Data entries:
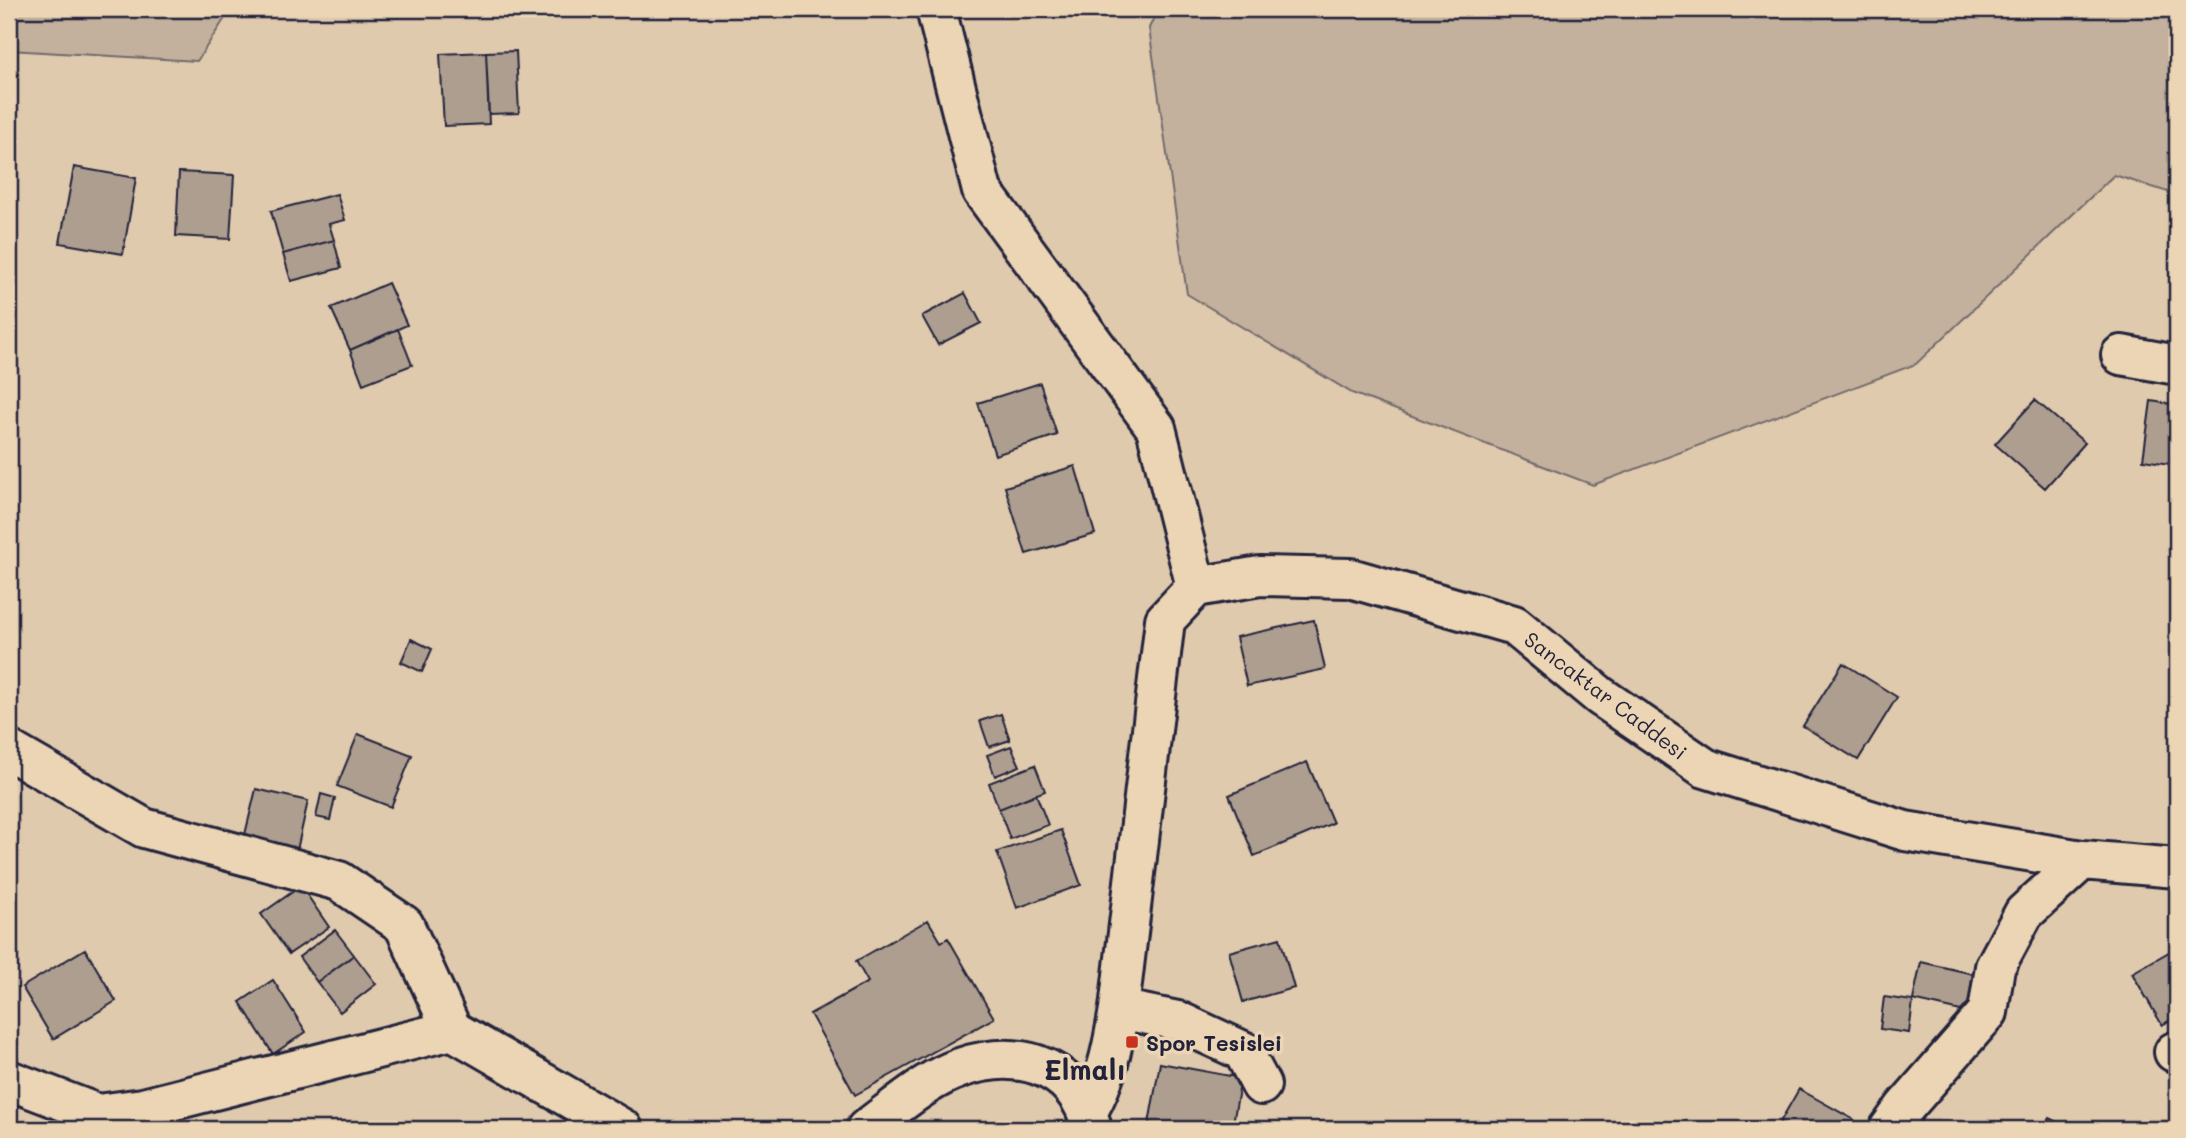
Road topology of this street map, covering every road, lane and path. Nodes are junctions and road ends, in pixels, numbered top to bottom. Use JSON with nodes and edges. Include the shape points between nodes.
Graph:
{"nodes":[{"id":1,"x":936,"y":9,"type":"edge"},
{"id":2,"x":2122,"y":355,"type":"dead end"},
{"id":3,"x":2177,"y":365,"type":"edge"},
{"id":4,"x":1196,"y":587,"type":"junction"},
{"id":5,"x":9,"y":750,"type":"edge"},
{"id":6,"x":2082,"y":860,"type":"junction"},
{"id":7,"x":2177,"y":868,"type":"edge"},
{"id":8,"x":1119,"y":1009,"type":"junction"},
{"id":9,"x":452,"y":1030,"type":"junction"},
{"id":10,"x":9,"y":1080,"type":"edge"},
{"id":11,"x":1261,"y":1085,"type":"dead end"},
{"id":12,"x":1090,"y":1120,"type":"edge"},
{"id":13,"x":623,"y":1129,"type":"edge"},
{"id":14,"x":866,"y":1129,"type":"edge"},
{"id":15,"x":1889,"y":1129,"type":"edge"}],
"edges":[{"from":1,"to":4,"type":"street","via":[[982,191],[1156,428]]},
{"from":2,"to":3,"type":"street"},
{"from":4,"to":6,"type":"street","name":"Sancaktar Caddesi","via":[[1260,576],[1350,578],[1514,625],[1600,696],[1704,768],[1905,831]]},
{"from":4,"to":8,"type":"street","via":[[1165,620]]},
{"from":5,"to":9,"type":"street","via":[[144,828],[339,881],[404,925]]},
{"from":6,"to":7,"type":"street","name":"Sancaktar Caddesi"},
{"from":6,"to":15,"type":"street","via":[[2024,912],[1995,967],[1988,1012]]},
{"from":8,"to":11,"type":"street","via":[[1178,1021],[1243,1051]]},
{"from":8,"to":12,"type":"street"},
{"from":9,"to":10,"type":"street","via":[[143,1108],[98,1114]]},
{"from":9,"to":13,"type":"street"},
{"from":12,"to":14,"type":"street","via":[[1072,1087],[1054,1072],[1029,1061],[1005,1059],[949,1072]]}]}
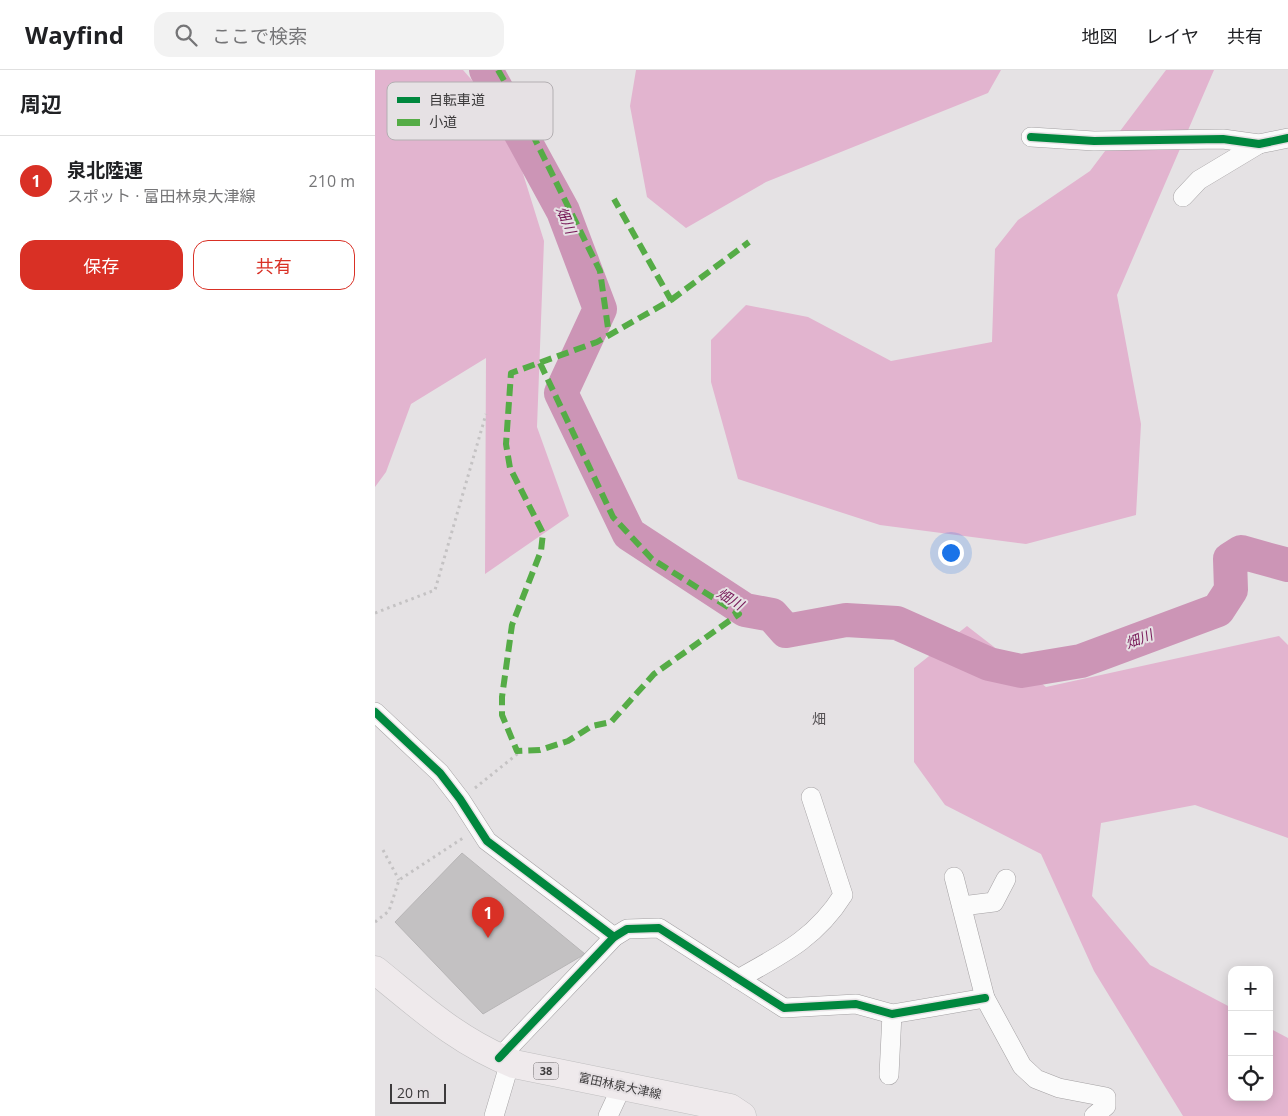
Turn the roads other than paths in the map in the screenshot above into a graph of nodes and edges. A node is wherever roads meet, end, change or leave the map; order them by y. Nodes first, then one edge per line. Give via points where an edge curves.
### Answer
1 (1031, 137) dead end
2 (1288, 138) edge
3 (1259, 144) junction
4 (1183, 198) dead end
5 (375, 712) edge
6 (811, 797) dead end
7 (954, 877) dead end
8 (1006, 879) dead end
9 (961, 906) junction
10 (614, 937) junction
11 (375, 970) edge
12 (738, 978) junction
13 (985, 998) junction
14 (892, 1014) junction
15 (505, 1060) junction
16 (889, 1075) dead end
17 (622, 1086) junction
18 (494, 1116) edge
19 (608, 1116) edge
20 (742, 1116) edge
21 (1094, 1116) edge

1 - 3 street via 1223,139
2 - 3 street
3 - 4 street via 1199,180
5 - 10 street via 440,773 487,842
6 - 12 street via 843,895 829,917 792,949
7 - 9 street
8 - 9 street via 994,902
9 - 13 street
10 - 12 street via 627,928 659,928
10 - 15 street
11 - 15 main road, 富田林泉大津線 / 38 via 453,1034
12 - 14 street via 784,1008 856,1004
13 - 14 street
13 - 21 street via 1022,1066 1036,1079 1059,1088 1106,1097 1106,1106
14 - 16 street
15 - 17 main road, 富田林泉大津線 / 38
15 - 18 street
17 - 19 street
17 - 20 main road, 富田林泉大津線 / 38 via 730,1108

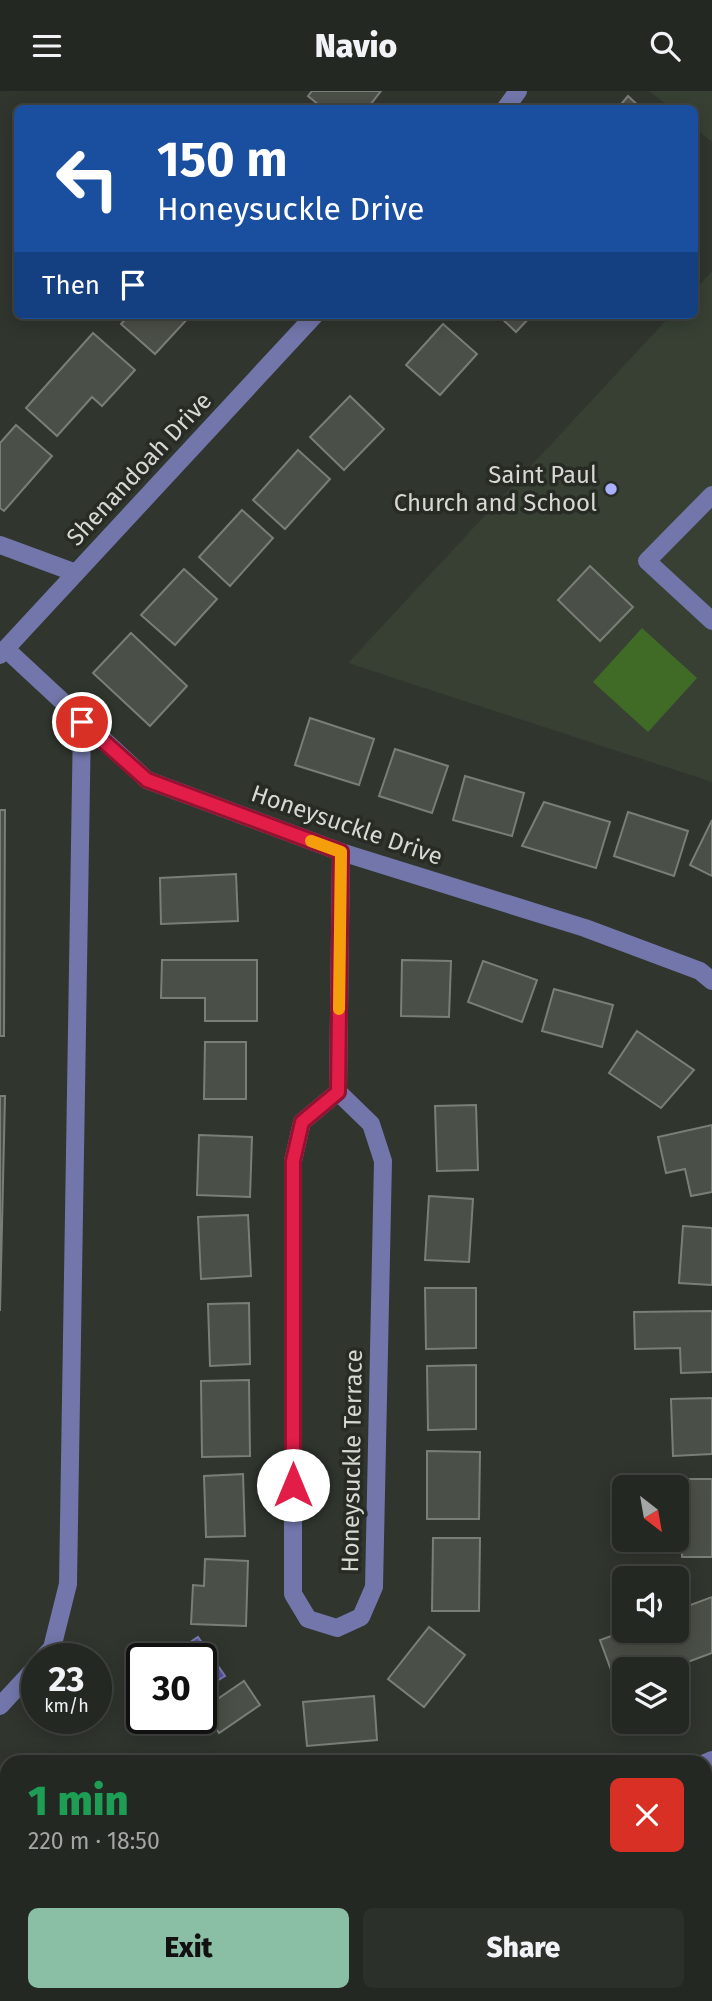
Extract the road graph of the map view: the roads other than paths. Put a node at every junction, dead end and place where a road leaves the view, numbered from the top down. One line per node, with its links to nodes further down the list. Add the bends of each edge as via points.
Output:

:: Work to be completed ::
When copying the data above, repeat every word exactly and drop the pictures.

:: Answer section ::
Road topology of this street map, covering every road, lane and path. Nodes are junctions and road ends, in pixels, numbered top to bottom. Use JSON with nodes and edges. Include the shape points between nodes.
Graph:
{"nodes":[{"id":1,"x":936,"y":9,"type":"edge"},
{"id":2,"x":2122,"y":355,"type":"dead end"},
{"id":3,"x":2177,"y":365,"type":"edge"},
{"id":4,"x":1196,"y":587,"type":"junction"},
{"id":5,"x":9,"y":750,"type":"edge"},
{"id":6,"x":2082,"y":860,"type":"junction"},
{"id":7,"x":2177,"y":868,"type":"edge"},
{"id":8,"x":1119,"y":1009,"type":"junction"},
{"id":9,"x":452,"y":1030,"type":"junction"},
{"id":10,"x":9,"y":1080,"type":"edge"},
{"id":11,"x":1261,"y":1085,"type":"dead end"},
{"id":12,"x":1090,"y":1120,"type":"edge"},
{"id":13,"x":623,"y":1129,"type":"edge"},
{"id":14,"x":866,"y":1129,"type":"edge"},
{"id":15,"x":1889,"y":1129,"type":"edge"}],
"edges":[{"from":1,"to":4,"type":"street","via":[[982,191],[1156,428]]},
{"from":2,"to":3,"type":"street"},
{"from":4,"to":6,"type":"street","name":"Sancaktar Caddesi","via":[[1260,576],[1350,578],[1514,625],[1600,696],[1704,768],[1905,831]]},
{"from":4,"to":8,"type":"street","via":[[1165,620]]},
{"from":5,"to":9,"type":"street","via":[[144,828],[339,881],[404,925]]},
{"from":6,"to":7,"type":"street","name":"Sancaktar Caddesi"},
{"from":6,"to":15,"type":"street","via":[[2024,912],[1995,967],[1988,1012]]},
{"from":8,"to":11,"type":"street","via":[[1178,1021],[1243,1051]]},
{"from":8,"to":12,"type":"street"},
{"from":9,"to":10,"type":"street","via":[[143,1108],[98,1114]]},
{"from":9,"to":13,"type":"street"},
{"from":12,"to":14,"type":"street","via":[[1072,1087],[1054,1072],[1029,1061],[1005,1059],[949,1072]]}]}
Turn the roads other than paths in the map in the screenshot above into a graph of nodes and edges. A node is wherever roads meet, end, change or leave the map; order them by y. Nodes first, then one edge per line. Give via points where an edge curves.
### Answer
1 (1031, 137) dead end
2 (1288, 138) edge
3 (1259, 144) junction
4 (1183, 198) dead end
5 (375, 712) edge
6 (811, 797) dead end
7 (954, 877) dead end
8 (1006, 879) dead end
9 (961, 906) junction
10 (614, 937) junction
11 (375, 970) edge
12 (738, 978) junction
13 (985, 998) junction
14 (892, 1014) junction
15 (505, 1060) junction
16 (889, 1075) dead end
17 (622, 1086) junction
18 (494, 1116) edge
19 (608, 1116) edge
20 (742, 1116) edge
21 (1094, 1116) edge

1 - 3 street via 1223,139
2 - 3 street
3 - 4 street via 1199,180
5 - 10 street via 440,773 487,842
6 - 12 street via 843,895 829,917 792,949
7 - 9 street
8 - 9 street via 994,902
9 - 13 street
10 - 12 street via 627,928 659,928
10 - 15 street
11 - 15 main road, 富田林泉大津線 / 38 via 453,1034
12 - 14 street via 784,1008 856,1004
13 - 14 street
13 - 21 street via 1022,1066 1036,1079 1059,1088 1106,1097 1106,1106
14 - 16 street
15 - 17 main road, 富田林泉大津線 / 38
15 - 18 street
17 - 19 street
17 - 20 main road, 富田林泉大津線 / 38 via 730,1108

Extract the road graph of the map view: the roads other than paths. Put a node at every junction, dead end and place where a road leaves the view, numbered from the top down. One line per node, with its links to nodes further down the list. Add the bends of each edge as via points.
Output:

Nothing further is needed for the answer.